REPUBLIKA.CO.ID, JAKARTA -- Direktur Eksekutif Indonesia Property Watch Ali Tranghanda menilai aturan baru mengenai skema pengenaan pajak penjualan barang mewah (PPnBM) untuk properti berdasarkan harga jual bukan pilihan tepat. Ia mengatakan para pelaku bisnis properti masih dapat menghindar dengan segala trik agar tidak terkena pajak.
Dia mencontohkan, apabila harga yang terkena pajak adalah Rp 20 juta per m2, maka banyak cara untuk dapat berkelit dari pajak tersebut meskipun apartemen dijual dengan harga Rp 25 juta per m2. Pengembang bisa saja membagi dua kategori harga jual menjadi Rp 19 juta untuk harga jual konstruksi dan Rp 6 juta untuk tambahan peningkatan mutu dan finishing.
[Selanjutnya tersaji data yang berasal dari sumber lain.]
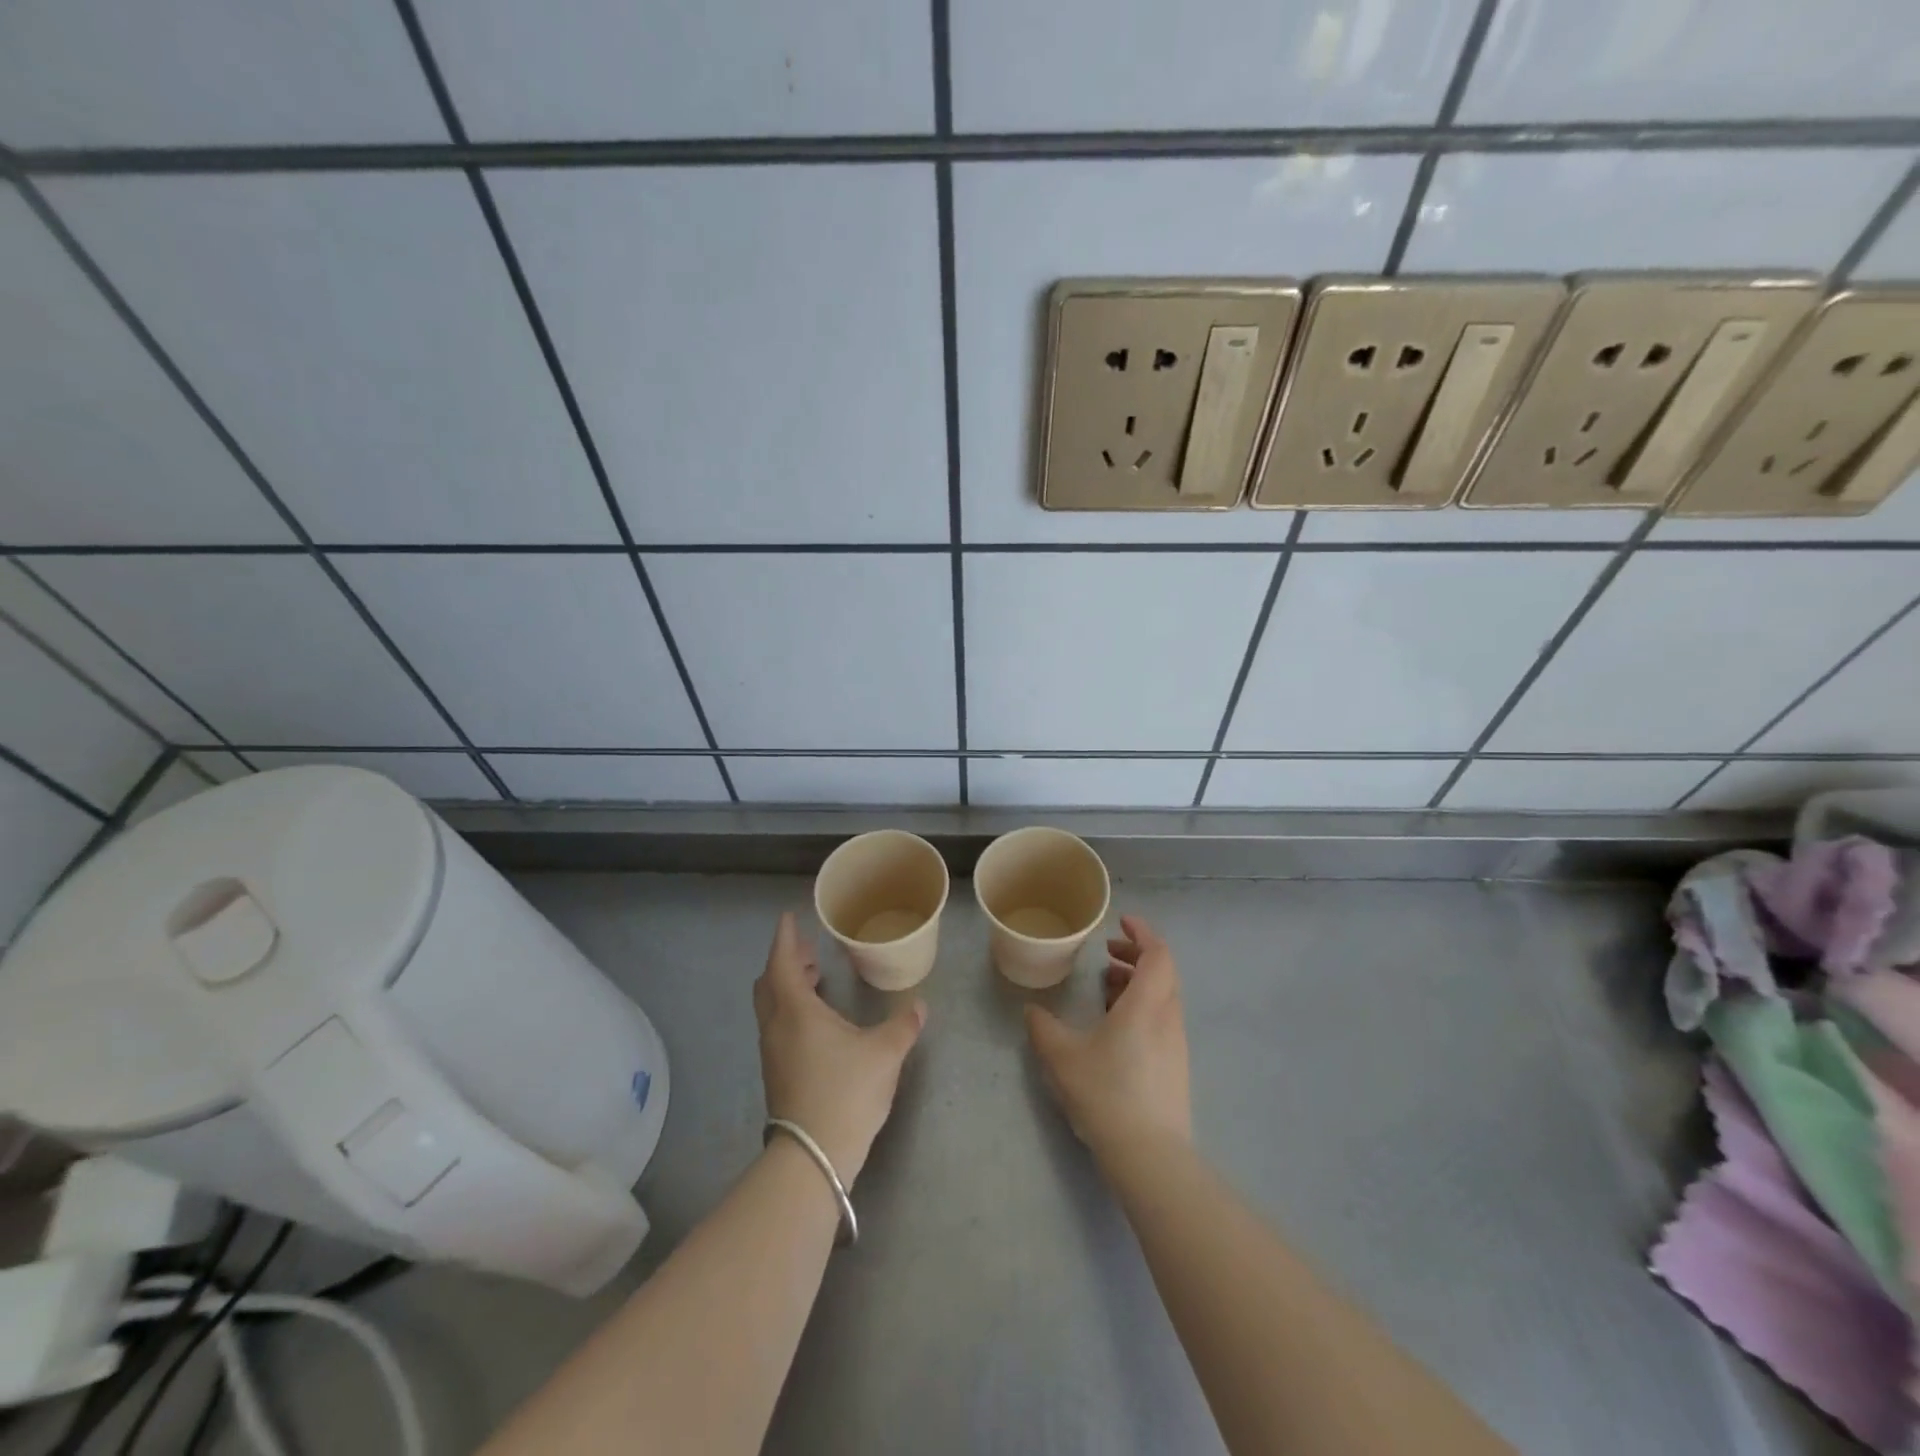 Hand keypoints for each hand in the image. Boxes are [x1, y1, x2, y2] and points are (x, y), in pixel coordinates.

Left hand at [753, 912, 926, 1186]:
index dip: (785, 938)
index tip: (788, 918)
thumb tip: (919, 1006)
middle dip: (786, 961)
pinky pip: (778, 1026)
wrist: (813, 1156)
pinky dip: (791, 1009)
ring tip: (815, 978)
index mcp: (796, 1010)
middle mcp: (777, 1026)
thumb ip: (903, 1026)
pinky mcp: (777, 1074)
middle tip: (808, 950)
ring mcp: (773, 1052)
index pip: (783, 962)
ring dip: (788, 986)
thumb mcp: (884, 1054)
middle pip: (770, 983)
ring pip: (772, 1006)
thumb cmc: (846, 1092)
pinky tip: (817, 1021)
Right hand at [1026, 914, 1191, 1159]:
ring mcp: (1176, 1044)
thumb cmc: (1105, 1093)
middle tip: (1106, 954)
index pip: (1157, 954)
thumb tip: (1032, 1010)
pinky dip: (1142, 1007)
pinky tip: (1116, 1027)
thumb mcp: (1062, 1057)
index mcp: (1146, 1004)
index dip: (1142, 932)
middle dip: (1136, 956)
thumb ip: (1043, 1028)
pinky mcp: (1176, 1067)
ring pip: (1163, 997)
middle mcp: (1167, 1017)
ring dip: (1138, 983)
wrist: (1149, 1155)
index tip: (1120, 923)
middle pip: (1163, 972)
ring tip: (1106, 987)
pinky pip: (1162, 1019)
Seharusnya, saran Ali, pemerintah membuat zonasi wilayah-wilayah mana saja yang terkena PPnBM dengan patokan harga yang ditetapkan pemerintah, bisa dengan patokan NJOP atau standar harga lain. "Hal ini membuat pengembang tidak bisa mengelak dengan permainan harga," kata Ali melalui siaran pers seperti dikutip dari laman resmi IPW, Kamis (12/3).
Pengenaan pajak juga sebaiknya dibuat progresif sehingga azas keadilan akan terjamin. Bayangkan, meskipun harga per m2 Rp 25 juta namun tentunya berbeda bila membeli apartemen dengan luas 60 m2 dibandingkan 200 m2. Itu baru dari sektor apartemen. Untuk perumahan landed pun seharusnya berbeda penerapannya.
Pemerintah seharusnya mempunyai dasar kuat dan memahami pasar properti yang ada di Indonesia. "Karena secara karakteristik berbeda dan tidak dapat dikaitkan dengan karakter benda bergerak seperti mobil mewah, perhiasan, dan lainnya," kata dia.